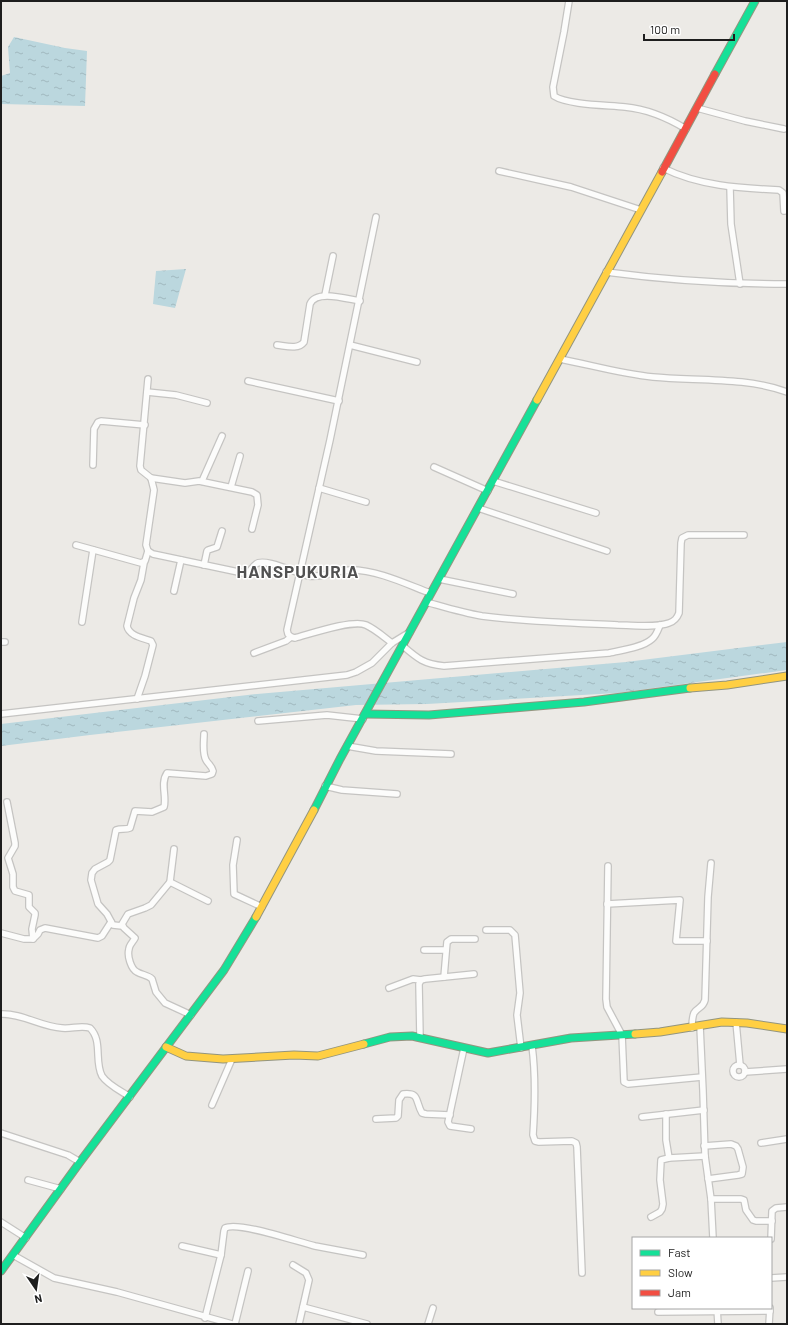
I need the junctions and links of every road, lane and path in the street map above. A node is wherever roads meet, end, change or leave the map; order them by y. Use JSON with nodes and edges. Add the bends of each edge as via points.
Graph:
{"nodes":[{"id":1,"x":569,"y":1,"type":"edge"},
{"id":2,"x":755,"y":1,"type":"edge"},
{"id":3,"x":697,"y":108,"type":"junction"},
{"id":4,"x":686,"y":129,"type":"junction"},
{"id":5,"x":784,"y":129,"type":"dead end"},
{"id":6,"x":664,"y":168,"type":"junction"},
{"id":7,"x":499,"y":171,"type":"dead end"},
{"id":8,"x":730,"y":187,"type":"junction"},
{"id":9,"x":640,"y":210,"type":"junction"},
{"id":10,"x":784,"y":211,"type":"dead end"},
{"id":11,"x":376,"y":217,"type":"dead end"},
{"id":12,"x":333,"y":256,"type":"dead end"},
{"id":13,"x":606,"y":272,"type":"junction"},
{"id":14,"x":740,"y":284,"type":"junction"},
{"id":15,"x":787,"y":284,"type":"edge"},
{"id":16,"x":325,"y":295,"type":"junction"},
{"id":17,"x":360,"y":301,"type":"junction"},
{"id":18,"x":277,"y":345,"type":"dead end"},
{"id":19,"x":350,"y":345,"type":"junction"},
{"id":20,"x":560,"y":359,"type":"junction"},
{"id":21,"x":417,"y":362,"type":"dead end"},
{"id":22,"x":148,"y":379,"type":"dead end"},
{"id":23,"x":248,"y":381,"type":"dead end"},
{"id":24,"x":147,"y":392,"type":"junction"},
{"id":25,"x":787,"y":392,"type":"edge"},
{"id":26,"x":339,"y":401,"type":"junction"},
{"id":27,"x":206,"y":403,"type":"dead end"},
{"id":28,"x":145,"y":425,"type":"junction"},
{"id":29,"x":222,"y":436,"type":"dead end"},
{"id":30,"x":240,"y":456,"type":"dead end"},
{"id":31,"x":93,"y":465,"type":"dead end"},
{"id":32,"x":434,"y":467,"type":"dead end"},
{"id":33,"x":151,"y":478,"type":"junction"},
{"id":34,"x":202,"y":481,"type":"junction"},
{"id":35,"x":493,"y":481,"type":"junction"},
{"id":36,"x":231,"y":487,"type":"junction"},
{"id":37,"x":319,"y":488,"type":"junction"},
{"id":38,"x":488,"y":491,"type":"junction"},
{"id":39,"x":366,"y":502,"type":"dead end"},
{"id":40,"x":478,"y":508,"type":"junction"},
{"id":41,"x":596,"y":514,"type":"dead end"},
{"id":42,"x":252,"y":529,"type":"dead end"},
{"id":43,"x":222,"y":531,"type":"dead end"},
{"id":44,"x":744,"y":535,"type":"dead end"},
{"id":45,"x":76,"y":545,"type":"dead end"},
{"id":46,"x":93,"y":550,"type":"junction"},
{"id":47,"x":148,"y":551,"type":"junction"},
{"id":48,"x":607,"y":551,"type":"dead end"},
{"id":49,"x":181,"y":560,"type":"junction"},
{"id":50,"x":144,"y":563,"type":"junction"},
{"id":51,"x":204,"y":565,"type":"junction"},
{"id":52,"x":299,"y":574,"type":"junction"},
{"id":53,"x":439,"y":578,"type":"junction"},
{"id":54,"x":174,"y":590,"type":"dead end"},
{"id":55,"x":430,"y":593,"type":"junction"},
{"id":56,"x":513,"y":594,"type":"dead end"},
{"id":57,"x":426,"y":602,"type":"junction"},
{"id":58,"x":82,"y":622,"type":"dead end"},
{"id":59,"x":660,"y":625,"type":"junction"},
{"id":60,"x":410,"y":632,"type":"junction"},
{"id":61,"x":291,"y":638,"type":"junction"},
{"id":62,"x":392,"y":643,"type":"junction"},
{"id":63,"x":403,"y":646,"type":"junction"},
{"id":64,"x":254,"y":653,"type":"dead end"},
{"id":65,"x":787,"y":676,"type":"edge"},
{"id":66,"x":137,"y":700,"type":"junction"},
{"id":67,"x":1,"y":714,"type":"edge"},
{"id":68,"x":365,"y":714,"type":"junction"},
{"id":69,"x":258,"y":721,"type":"dead end"},
{"id":70,"x":204,"y":734,"type":"dead end"},
{"id":71,"x":347,"y":746,"type":"junction"},
{"id":72,"x":451,"y":754,"type":"dead end"},
{"id":73,"x":325,"y":786,"type":"junction"},
{"id":74,"x":396,"y":794,"type":"dead end"},
{"id":75,"x":7,"y":802,"type":"dead end"},
{"id":76,"x":236,"y":840,"type":"dead end"},
{"id":77,"x":174,"y":849,"type":"dead end"},
{"id":78,"x":711,"y":863,"type":"dead end"},
{"id":79,"x":608,"y":866,"type":"dead end"},
{"id":80,"x":170,"y":882,"type":"junction"},
{"id":81,"x":208,"y":901,"type":"dead end"},
{"id":82,"x":607,"y":904,"type":"junction"},
{"id":83,"x":262,"y":907,"type":"junction"},
{"id":84,"x":111,"y":922,"type":"junction"},
{"id":85,"x":122,"y":926,"type":"junction"},
{"id":86,"x":486,"y":930,"type":"dead end"},
{"id":87,"x":1,"y":933,"type":"edge"},
{"id":88,"x":33,"y":939,"type":"junction"},
{"id":89,"x":475,"y":939,"type":"dead end"},
{"id":90,"x":707,"y":941,"type":"junction"},
{"id":91,"x":424,"y":950,"type":"dead end"},
{"id":92,"x":446,"y":950,"type":"junction"},
{"id":93,"x":474,"y":974,"type":"dead end"},
{"id":94,"x":444,"y":977,"type":"junction"},
{"id":95,"x":421,"y":980,"type":"junction"},
{"id":96,"x":389,"y":988,"type":"dead end"},
{"id":97,"x":1,"y":1014,"type":"edge"},
{"id":98,"x":191,"y":1015,"type":"junction"},
{"id":99,"x":736,"y":1022,"type":"junction"},
{"id":100,"x":696,"y":1027,"type":"junction"},
{"id":101,"x":787,"y":1029,"type":"edge"},
{"id":102,"x":622,"y":1035,"type":"junction"},
{"id":103,"x":420,"y":1037,"type":"junction"},
{"id":104,"x":532,"y":1046,"type":"junction"},
{"id":105,"x":166,"y":1047,"type":"junction"},
{"id":106,"x":464,"y":1048,"type":"junction"},
{"id":107,"x":521,"y":1048,"type":"junction"},
{"id":108,"x":232,"y":1059,"type":"junction"},
{"id":109,"x":740,"y":1065,"type":"junction"},
{"id":110,"x":787,"y":1069,"type":"edge"},
{"id":111,"x":745,"y":1072,"type":"junction"},
{"id":112,"x":702,"y":1077,"type":"junction"},
{"id":113,"x":130,"y":1097,"type":"junction"},
{"id":114,"x":212,"y":1105,"type":"dead end"},
{"id":115,"x":704,"y":1110,"type":"junction"},
{"id":116,"x":666,"y":1114,"type":"junction"},
{"id":117,"x":450,"y":1115,"type":"junction"},
{"id":118,"x":642,"y":1117,"type":"dead end"},
{"id":119,"x":376,"y":1119,"type":"dead end"},
{"id":120,"x":471,"y":1129,"type":"dead end"},
{"id":121,"x":1,"y":1133,"type":"edge"},
{"id":122,"x":787,"y":1139,"type":"edge"},
{"id":123,"x":761,"y":1143,"type":"dead end"},
{"id":124,"x":704,"y":1146,"type":"junction"},
{"id":125,"x":705,"y":1156,"type":"junction"},
{"id":126,"x":669,"y":1158,"type":"junction"},
{"id":127,"x":80,"y":1162,"type":"junction"},
{"id":128,"x":708,"y":1179,"type":"junction"},
{"id":129,"x":28,"y":1180,"type":"dead end"},
{"id":130,"x":61,"y":1189,"type":"junction"},
{"id":131,"x":711,"y":1199,"type":"junction"},
{"id":132,"x":787,"y":1207,"type":"edge"},
{"id":133,"x":651,"y":1217,"type":"dead end"},
{"id":134,"x":1,"y":1222,"type":"edge"},
{"id":135,"x":772,"y":1222,"type":"junction"},
{"id":136,"x":713,"y":1237,"type":"edge"},
{"id":137,"x":771,"y":1237,"type":"edge"},
{"id":138,"x":26,"y":1238,"type":"junction"},
{"id":139,"x":182,"y":1246,"type":"dead end"},
{"id":140,"x":13,"y":1255,"type":"junction"},
{"id":141,"x":221,"y":1255,"type":"junction"},
{"id":142,"x":364,"y":1256,"type":"dead end"},
{"id":143,"x":293,"y":1265,"type":"dead end"},
{"id":144,"x":248,"y":1271,"type":"dead end"},
{"id":145,"x":1,"y":1272,"type":"edge"},
{"id":146,"x":582,"y":1274,"type":"dead end"},
{"id":147,"x":787,"y":1277,"type":"edge"},
{"id":148,"x":772,"y":1278,"type":"edge"},
{"id":149,"x":303,"y":1307,"type":"junction"},
{"id":150,"x":433,"y":1308,"type":"dead end"},
{"id":151,"x":770,"y":1309,"type":"edge"},
{"id":152,"x":717,"y":1310,"type":"edge"},
{"id":153,"x":658,"y":1312,"type":"dead end"},
{"id":154,"x":205,"y":1318,"type":"junction"},
{"id":155,"x":232,"y":1324,"type":"edge"},
{"id":156,"x":235,"y":1324,"type":"edge"},
{"id":157,"x":299,"y":1324,"type":"edge"},
{"id":158,"x":367,"y":1324,"type":"edge"},
{"id":159,"x":428,"y":1324,"type":"edge"},
{"id":160,"x":718,"y":1324,"type":"edge"},
{"id":161,"x":770,"y":1324,"type":"edge"}],
"edges":[{"from":1,"to":4,"type":"street","via":[[553,87],[554,96],[581,103],[637,109],[666,118]]},
{"from":2,"to":3,"type":"main road"},
{"from":3,"to":4,"type":"main road"},
{"from":3,"to":5,"type":"street"},
{"from":4,"to":6,"type":"main road"},
{"from":6,"to":8,"type":"street","via":[[694,179]]},
{"from":6,"to":9,"type":"main road"},
{"from":7,"to":9,"type":"street","via":[[572,187]]},
{"from":8,"to":10,"type":"street","via":[[778,190],[783,193]]},
{"from":8,"to":14,"type":"street","via":[[731,224]]},
{"from":9,"to":13,"type":"main road"},
{"from":11,"to":17,"type":"street"},
{"from":12,"to":16,"type":"street"},
{"from":13,"to":14,"type":"street"},
{"from":13,"to":20,"type":"main road"},
{"from":14,"to":15,"type":"street"},
{"from":16,"to":17,"type":"street"},
{"from":16,"to":18,"type":"street","via":[[312,300],[302,345]]},
{"from":17,"to":19,"type":"street"},
{"from":19,"to":21,"type":"street"},
{"from":19,"to":26,"type":"street"},
{"from":20,"to":25,"type":"street","via":[[643,376],[710,379],[776,388]]},
{"from":20,"to":35,"type":"main road"},
{"from":22,"to":24,"type":"street"},
{"from":23,"to":26,"type":"street"},
{"from":24,"to":27,"type":"street","via":[[176,395]]},
{"from":24,"to":28,"type":"street"},
{"from":26,"to":37,"type":"street"},
{"from":28,"to":31,"type":"street","via":[[98,422],[94,429]]},
{"from":28,"to":33,"type":"street","via":[[140,466]]},
{"from":29,"to":34,"type":"street"},
{"from":30,"to":36,"type":"street"},
{"from":32,"to":38,"type":"street"},
{"from":33,"to":34,"type":"street","via":[[185,483]]},
{"from":33,"to":47,"type":"street","via":[[154,490],[146,545]]},
{"from":34,"to":36,"type":"street"},
{"from":35,"to":38,"type":"main road"},
{"from":35,"to":41,"type":"street"},
{"from":36,"to":42,"type":"street","via":[[252,492],[257,496],[258,505]]},
{"from":37,"to":39,"type":"street"},
{"from":37,"to":52,"type":"street"},
{"from":38,"to":40,"type":"main road"},
{"from":40,"to":48,"type":"street"},
{"from":40,"to":53,"type":"main road"},
{"from":43,"to":51,"type":"street","via":[[218,547],[207,551]]},
{"from":44,"to":59,"type":"street","via":[[688,535],[682,538],[679,613],[676,620]]},
{"from":45,"to":46,"type":"street"},
{"from":46,"to":50,"type":"street"},
{"from":46,"to":58,"type":"street"},
{"from":47,"to":49,"type":"street"},
{"from":47,"to":50,"type":"street"},
{"from":49,"to":51,"type":"street"},
{"from":49,"to":54,"type":"street"},
{"from":50,"to":66,"type":"street","via":[[127,626],[131,634],[151,641],[153,645]]},
{"from":51,"to":52,"type":"street","via":[[248,573],[259,562]]},
{"from":52,"to":55,"type":"street","via":[[318,576],[356,570]]},
{"from":52,"to":61,"type":"street","via":[[287,624]]},
{"from":53,"to":55,"type":"main road"},
{"from":53,"to":56,"type":"street"},
{"from":55,"to":57,"type":"main road"},
{"from":57,"to":59,"type":"street","via":[[480,616],[528,622]]},
{"from":57,"to":60,"type":"main road"},
{"from":59,"to":63,"type":"street","via":[[652,639],[627,649],[444,666],[431,665],[420,660]]},
{"from":60,"to":62,"type":"street"},
{"from":60,"to":63,"type":"main road"},
{"from":61,"to":62,"type":"street","via":[[359,623],[370,627]]},
{"from":61,"to":64,"type":"street"},
{"from":62,"to":66,"type":"street","via":[[372,663],[347,675]]},
{"from":63,"to":68,"type":"main road"},
{"from":65,"to":68,"type":"main road","via":[[584,702],[429,714]]},
{"from":66,"to":67,"type":"street"},
{"from":68,"to":69,"type":"street"},
{"from":68,"to":71,"type":"main road"},
{"from":70,"to":84,"type":"street","via":[[204,756],[212,768],[212,774],[167,774],[164,807],[152,812],[135,811],[130,828],[116,830],[110,860],[92,873],[91,880],[98,904]]},
{"from":71,"to":72,"type":"street","via":[[376,751]]},
{"from":71,"to":73,"type":"main road"},
{"from":73,"to":74,"type":"street","via":[[342,790]]},
{"from":73,"to":83,"type":"main road"},
{"from":75,"to":88,"type":"street","via":[[15,844],[8,858],[13,874],[13,887],[15,891],[30,897],[29,907],[35,913]]},
{"from":76,"to":83,"type":"street","via":[[233,865],[234,894]]},
{"from":77,"to":80,"type":"street"},
{"from":78,"to":90,"type":"street"},
{"from":79,"to":82,"type":"street"},
{"from":80,"to":81,"type":"street"},
{"from":80,"to":85,"type":"street","via":[[148,907],[128,914]]},
{"from":82,"to":90,"type":"street","via":[[680,900],[676,941]]},
{"from":82,"to":102,"type":"street","via":[[606,1003]]},
{"from":83,"to":98,"type":"main road","via":[[224,970]]},
{"from":84,"to":85,"type":"street","via":[[116,926]]},
{"from":84,"to":88,"type":"street","via":[[98,938],[45,928]]},
{"from":85,"to":98,"type":"street","via":[[135,938],[128,951],[133,969],[152,979],[156,992],[165,1003]]},
{"from":86,"to":107,"type":"street","via":[[510,930],[514,934],[520,993],[517,1015]]},
{"from":87,"to":88,"type":"street"},
{"from":89,"to":92,"type":"street","via":[[451,939],[447,942]]},
{"from":90,"to":100,"type":"street","via":[[705,1000],[693,1017]]},
{"from":91,"to":92,"type":"street"},
{"from":92,"to":94,"type":"street"},
{"from":93,"to":94,"type":"street"},
{"from":94,"to":95,"type":"street"},
{"from":95,"to":96,"type":"street","via":[[412,979]]},
{"from":95,"to":103,"type":"street"},
{"from":97,"to":113,"type":"street","via":[[54,1027],[90,1028],[96,1037],[103,1077]]},
{"from":98,"to":105,"type":"main road"},
{"from":99,"to":100,"type":"main road"},
{"from":99,"to":101,"type":"main road"},
{"from":99,"to":109,"type":"street"},
{"from":100,"to":102,"type":"main road"},
{"from":100,"to":112,"type":"street"},
{"from":102,"to":104,"type":"main road","via":[[572,1038]]},
{"from":102,"to":112,"type":"street","via":[[626,1084]]},
{"from":103,"to":106,"type":"main road"},
{"from":103,"to":108,"type":"main road","via":[[379,1039],[324,1055]]},
{"from":104,"to":107,"type":"main road"},
{"from":104,"to":146,"type":"street","via":[[535,1140],[572,1142],[576,1143],[577,1147]]},
{"from":105,"to":108,"type":"main road","via":[[186,1056]]},
{"from":105,"to":113,"type":"main road"},
{"from":106,"to":107,"type":"main road","via":[[488,1053]]},
{"from":106,"to":117,"type":"street"},
{"from":108,"to":114,"type":"street"},
{"from":109,"to":111,"type":"street","via":[[745,1068]]},
{"from":109,"to":111,"type":"street","via":[[734,1067],[734,1074],[741,1076]]},
{"from":110,"to":111,"type":"street"},
{"from":112,"to":115,"type":"street"},
{"from":113,"to":127,"type":"main road"},
{"from":115,"to":116,"type":"street"},
{"from":115,"to":124,"type":"street"},
{"from":116,"to":118,"type":"street"},
{"from":116,"to":126,"type":"street"},
{"from":117,"to":119,"type":"street","via":[[422,1113],[415,1096],[410,1093],[400,1097],[396,1118]]},
{"from":117,"to":120,"type":"street","via":[[450,1126]]},
{"from":121,"to":127,"type":"street","via":[[68,1155]]},
{"from":122,"to":123,"type":"street"},
{"from":124,"to":125,"type":"street"},
{"from":124,"to":128,"type":"street","via":[[736,1146],[743,1167],[742,1174]]},
{"from":125,"to":126,"type":"street"},
{"from":125,"to":128,"type":"street"},
{"from":126,"to":133,"type":"street","via":[[661,1160],[660,1164],[662,1209]]},
{"from":127,"to":130,"type":"main road"},
{"from":128,"to":131,"type":"street"},
{"from":129,"to":130,"type":"street"},
{"from":130,"to":138,"type":"main road"},
{"from":131,"to":135,"type":"street","via":[[744,1200],[746,1210],[753,1220]]},
{"from":131,"to":136,"type":"street"},
{"from":132,"to":135,"type":"street","via":[[772,1211]]},
{"from":134,"to":138,"type":"street"},
{"from":135,"to":137,"type":"street"},
{"from":138,"to":140,"type":"main road"},
{"from":139,"to":141,"type":"street"},
{"from":140,"to":145,"type":"main road"},
{"from":140,"to":154,"type":"street","via":[[54,1278],[117,1292]]},
{"from":141,"to":142,"type":"street","via":[[224,1231],[229,1226]]},
{"from":141,"to":154,"type":"street"},
{"from":143,"to":149,"type":"street","via":[[306,1273],[309,1280]]},
{"from":144,"to":156,"type":"street"},
{"from":147,"to":148,"type":"street"},
{"from":149,"to":157,"type":"street"},
{"from":149,"to":158,"type":"street"},
{"from":150,"to":159,"type":"street"},
{"from":151,"to":152,"type":"street"},
{"from":151,"to":161,"type":"street"},
{"from":152,"to":153,"type":"street"},
{"from":152,"to":160,"type":"street"},
{"from":154,"to":155,"type":"street"}]}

○ ○ ○

— WORK INSTRUCTION —
The lines above that hold the word "nodes" should be found and copied out.

— OUTPUT OF THE EXERCISE —
I need the junctions and links of every road, lane and path in the street map above. A node is wherever roads meet, end, change or leave the map; order them by y. Use JSON with nodes and edges. Add the bends of each edge as via points.
{"nodes":[{"id":1,"x":569,"y":1,"type":"edge"},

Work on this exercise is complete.